What time do you like to be at your desk?
Desk isa colloquial word today. I'm an early riser, and am at my symbolic desk by 6.30 am. And until nine, it's my most efficient desk period. My regimen of a walk and yoga is the best thinking time. I think the most productive hours are when you are alone, can introspect and can organise and prioritise.
Late evening is also a good time for me. After a swim, which is not possible now, or a run and a bit of family timeat dinner, I get an hour to introspect on a couple of things. May be something during the day bothers me and requires a little more thought, or some strategic thinking.
Where is the best place to prepare for leadership: at business school or on the job?
I don’t think business schools really prepare you for leadership. But I also think, jobs are not the best place to learn leadership. A lot of these things depend on the individuals.
In business schools, there are a lot of collaboratives and analyses. There are a lot of things that you digest there, sometimes fundamental, and sometimes rudimentary. But when you get out of there, 50 percent of what you learned, you have to unlearn to become a good leader.
On the job, is also tough. About 80-90 percent of a job sucks you into the routine, whether you are at the top or at the bottom.
The best place to prepare for leadership is with yourself. Once you prepare yourself for it, then you will draw on situations based. You have to find your motivation and your own time to prepare for leadership. And once you tune your brain to that, then you can draw learning from a workplace or any other place, including from sports.

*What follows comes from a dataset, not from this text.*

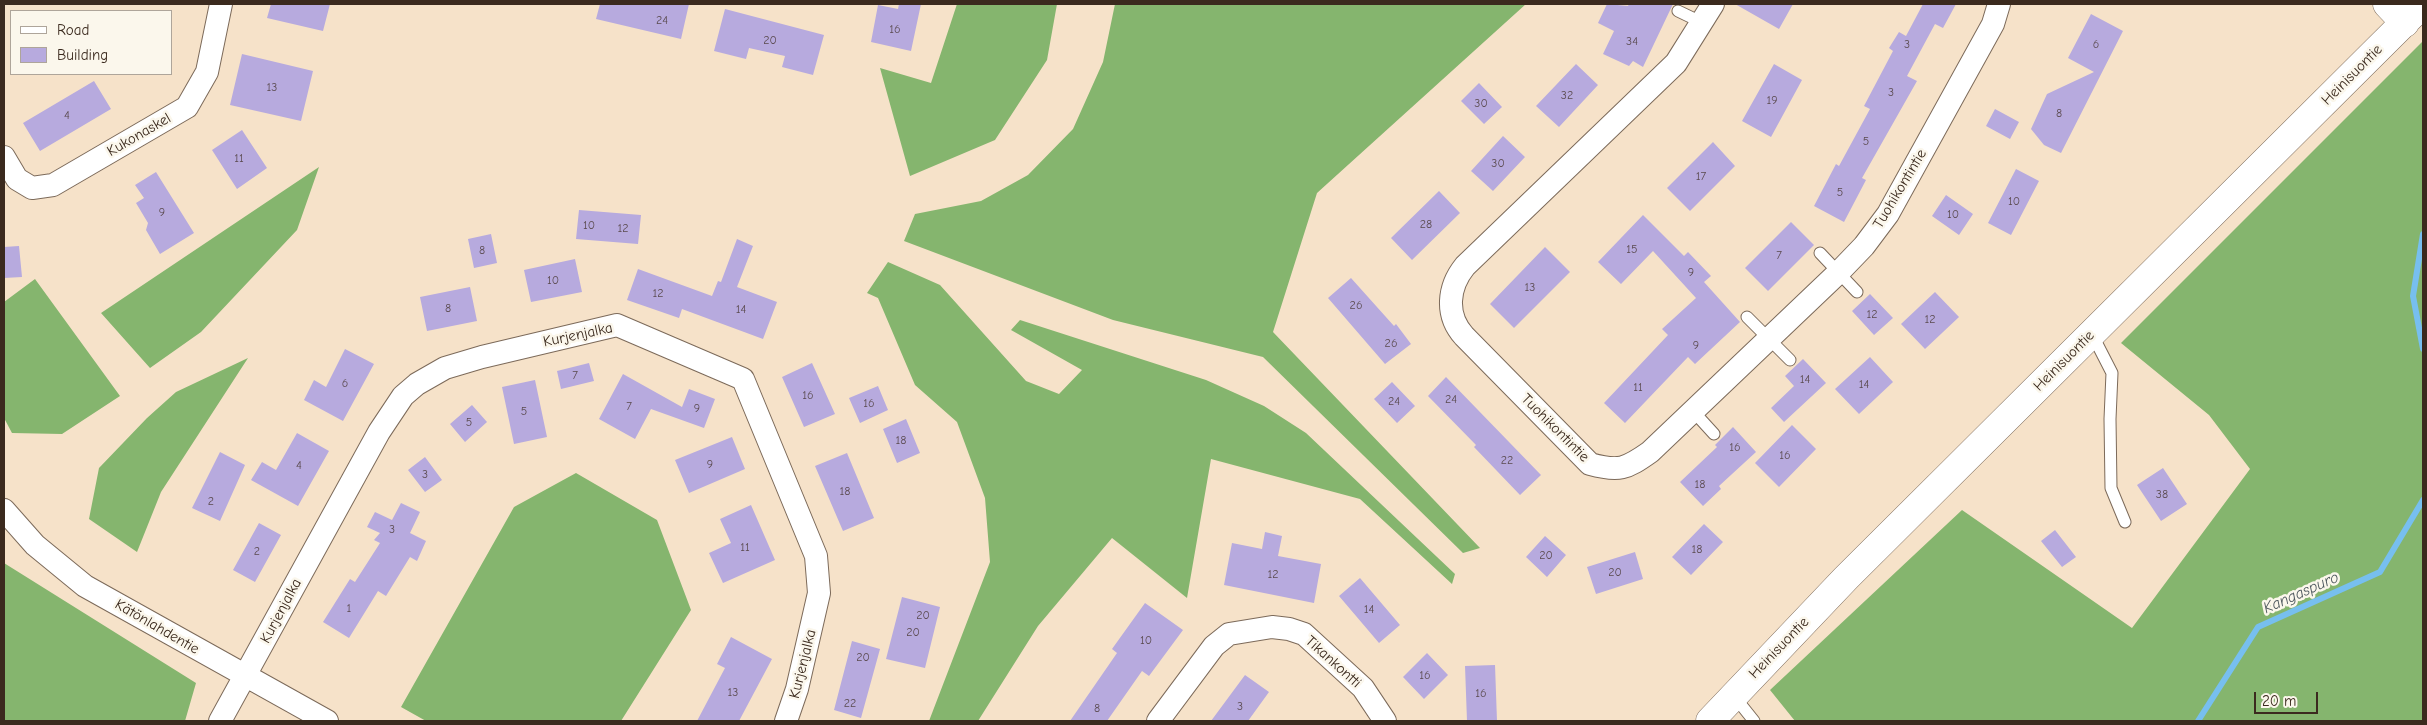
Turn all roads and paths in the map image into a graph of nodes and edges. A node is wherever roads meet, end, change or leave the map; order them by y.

For me, it has been like that. It's about you moulding leadership for yourself.
Describe your management style.
Involved. My management style is involved. I would like to be involved in the work. Now that could be misinterpreted as interfering or being micro. But it's neither of the two.

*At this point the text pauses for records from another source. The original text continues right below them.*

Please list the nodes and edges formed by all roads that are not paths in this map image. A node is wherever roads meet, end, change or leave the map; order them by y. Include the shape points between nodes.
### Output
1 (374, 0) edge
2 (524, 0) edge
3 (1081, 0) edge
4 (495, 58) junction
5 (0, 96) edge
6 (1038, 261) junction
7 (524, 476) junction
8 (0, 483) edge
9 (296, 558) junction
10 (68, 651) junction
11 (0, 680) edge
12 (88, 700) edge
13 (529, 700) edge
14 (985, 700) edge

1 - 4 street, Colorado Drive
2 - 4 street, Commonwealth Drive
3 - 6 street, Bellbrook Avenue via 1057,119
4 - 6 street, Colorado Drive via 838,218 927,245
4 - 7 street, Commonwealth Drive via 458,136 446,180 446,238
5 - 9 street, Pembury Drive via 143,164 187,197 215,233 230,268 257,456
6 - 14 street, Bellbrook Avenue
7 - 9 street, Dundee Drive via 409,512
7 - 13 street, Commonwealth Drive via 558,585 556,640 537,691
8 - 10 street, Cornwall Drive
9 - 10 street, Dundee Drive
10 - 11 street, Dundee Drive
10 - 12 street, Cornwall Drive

If you are not involved, you can’t add value after a certain period of time. One can't always have a 30,000 feet view and pontificate. In the 21st century, you can't be that strategic, if you are not involved. Otherwise it is gyaan.

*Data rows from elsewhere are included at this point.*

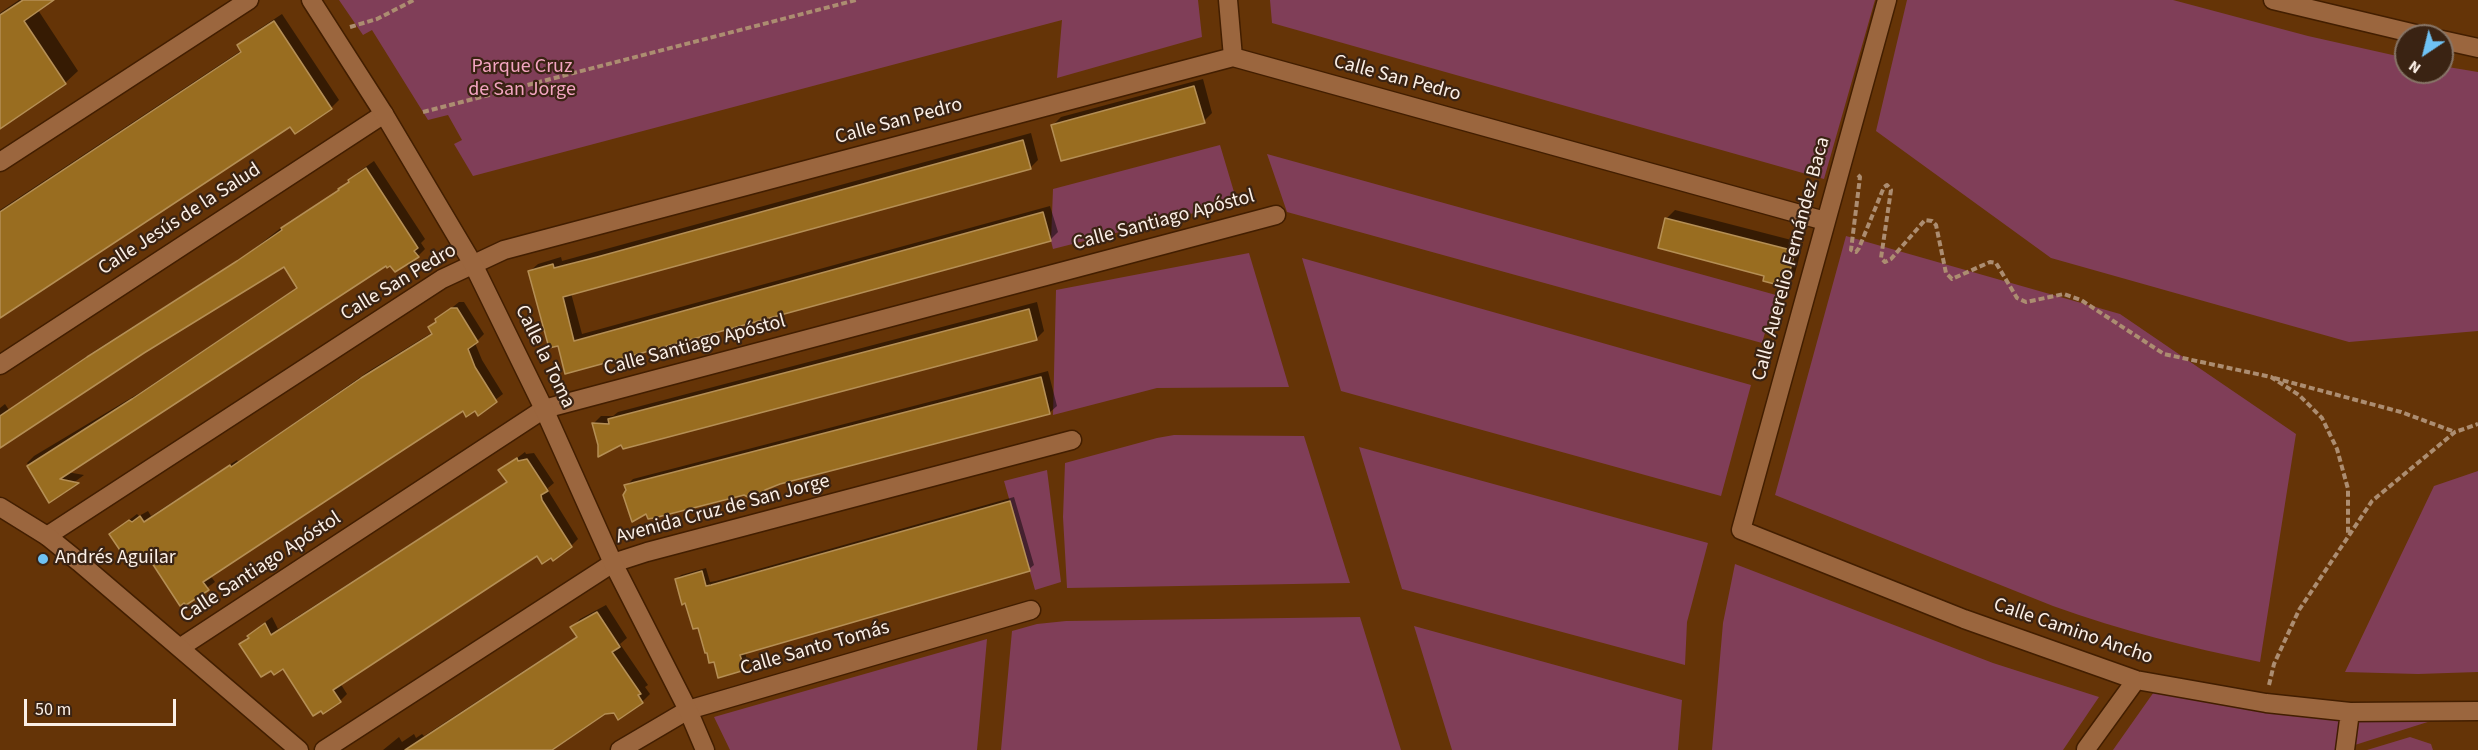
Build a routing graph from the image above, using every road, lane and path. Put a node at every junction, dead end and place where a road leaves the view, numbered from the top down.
1 (249, 0) edge
2 (311, 0) edge
3 (414, 0) edge
4 (856, 0) edge
5 (1227, 0) edge
6 (1887, 0) edge
7 (2273, 0) edge
8 (2394, 29) edge
9 (332, 32) junction
10 (2454, 43) edge
11 (2478, 48) edge
12 (1233, 57) junction
13 (423, 112) dead end
14 (384, 114) junction
15 (0, 162) edge
16 (1840, 170) junction
17 (1276, 215) dead end
18 (1825, 221) junction
19 (473, 264) junction
20 (0, 364) edge
21 (2271, 377) junction
22 (544, 409) junction
23 (2478, 424) edge
24 (2455, 432) junction
25 (1072, 440) dead end
26 (0, 507) edge
27 (1741, 530) joint
28 (2348, 534) junction
29 (47, 536) junction
30 (613, 563) junction
31 (1031, 610) dead end
32 (182, 647) junction
33 (2136, 680) junction
34 (2266, 703) junction
35 (688, 710) junction
36 (2478, 711) edge
37 (2349, 712) junction
38 (2086, 749) edge
39 (299, 750) edge
40 (324, 750) edge
41 (620, 750) edge
42 (705, 750) edge
43 (2345, 750) edge

1 - 15 street
2 - 9 street, Calle la Toma
3 - 9 path
4 - 13 path
5 - 12 street
6 - 16 street, Calle Auerelio Fernández Baca
7 - 8 street
9 - 14 street, Calle la Toma
10 - 11 street
12 - 18 street, Calle San Pedro
12 - 19 street, Calle San Pedro
14 - 19 street, Calle la Toma
14 - 20 street, Calle Jesús de la Salud
16 - 18 street, Calle Auerelio Fernández Baca
16 - 21 path
17 - 22 street, Calle Santiago Apóstol
18 - 27 street, Calle Auerelio Fernández Baca
19 - 22 street, Calle la Toma
19 - 29 street, Calle San Pedro
21 - 24 path
21 - 28 path
22 - 30 street, Calle la Toma
22 - 32 street, Calle Santiago Apóstol
23 - 24 path
24 - 28 path
25 - 30 street, Avenida Cruz de San Jorge
26 - 29 street
27 - 33 street, Calle Camino Ancho
28 - 34 path
29 - 32 street
30 - 35 street, Calle la Toma
30 - 40 street, Avenida Cruz de San Jorge
31 - 35 street, Calle Santo Tomás
32 - 39 street
33 - 34 street, Calle Camino Ancho
33 - 38 street
34 - 37 street, Calle Camino Ancho
35 - 41 street, Calle Santo Tomás
35 - 42 street, Calle la Toma
36 - 37 street, Calle Camino Ancho
37 - 43 street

There will never be a right balance between involved and becoming micro. But the key is having a good balance. A right balance for you, may not be the right balance for the receiving person. But if the person on the other side continues to think that am getting a value add, then you are obviously doing something right. And that is the good balance.
I won't second-guess someone else’s decision. Otherwise, they will lack total ownership.
Are tough decisions best taken by one person or collectively?
If a hard decision has to be taken, should it be by one person or collectively? 100 percent I would say it has to be by that one person. It’s a fallacy when CEOs says that you have to take a tough decision in a collaborative way. When there is a tough decision to be taken, can you afford to be collaborative? I don’t think so. But can you make sure that the people have a buy-in on that decision? Sure. It's heavy lifting and you need to do it. But the reason it became a tough decision is because it couldn’t be done collaboratively.
Do you want to be liked, feared, or respected?
It’s a trick question (laughs). Because everyone would love to say I would love to be respected. But to be honest, I think if there isn’t a little bit of fear, then one can't be respected. Only being feared is not productive. But respect comes with fear. It's foolish to say that respect happens without fear.
What does your support team look like?
It's not a support team. I have my Executive Assistant who has been with me for 14 years and that is great. A team for me is one with people who are as passionate as I am on what we all are doing. And not someone I need to second guess on commitment. These two are the important elements for me when it comes to people.
Also important is to create an environment where the other person is empowered and can grow.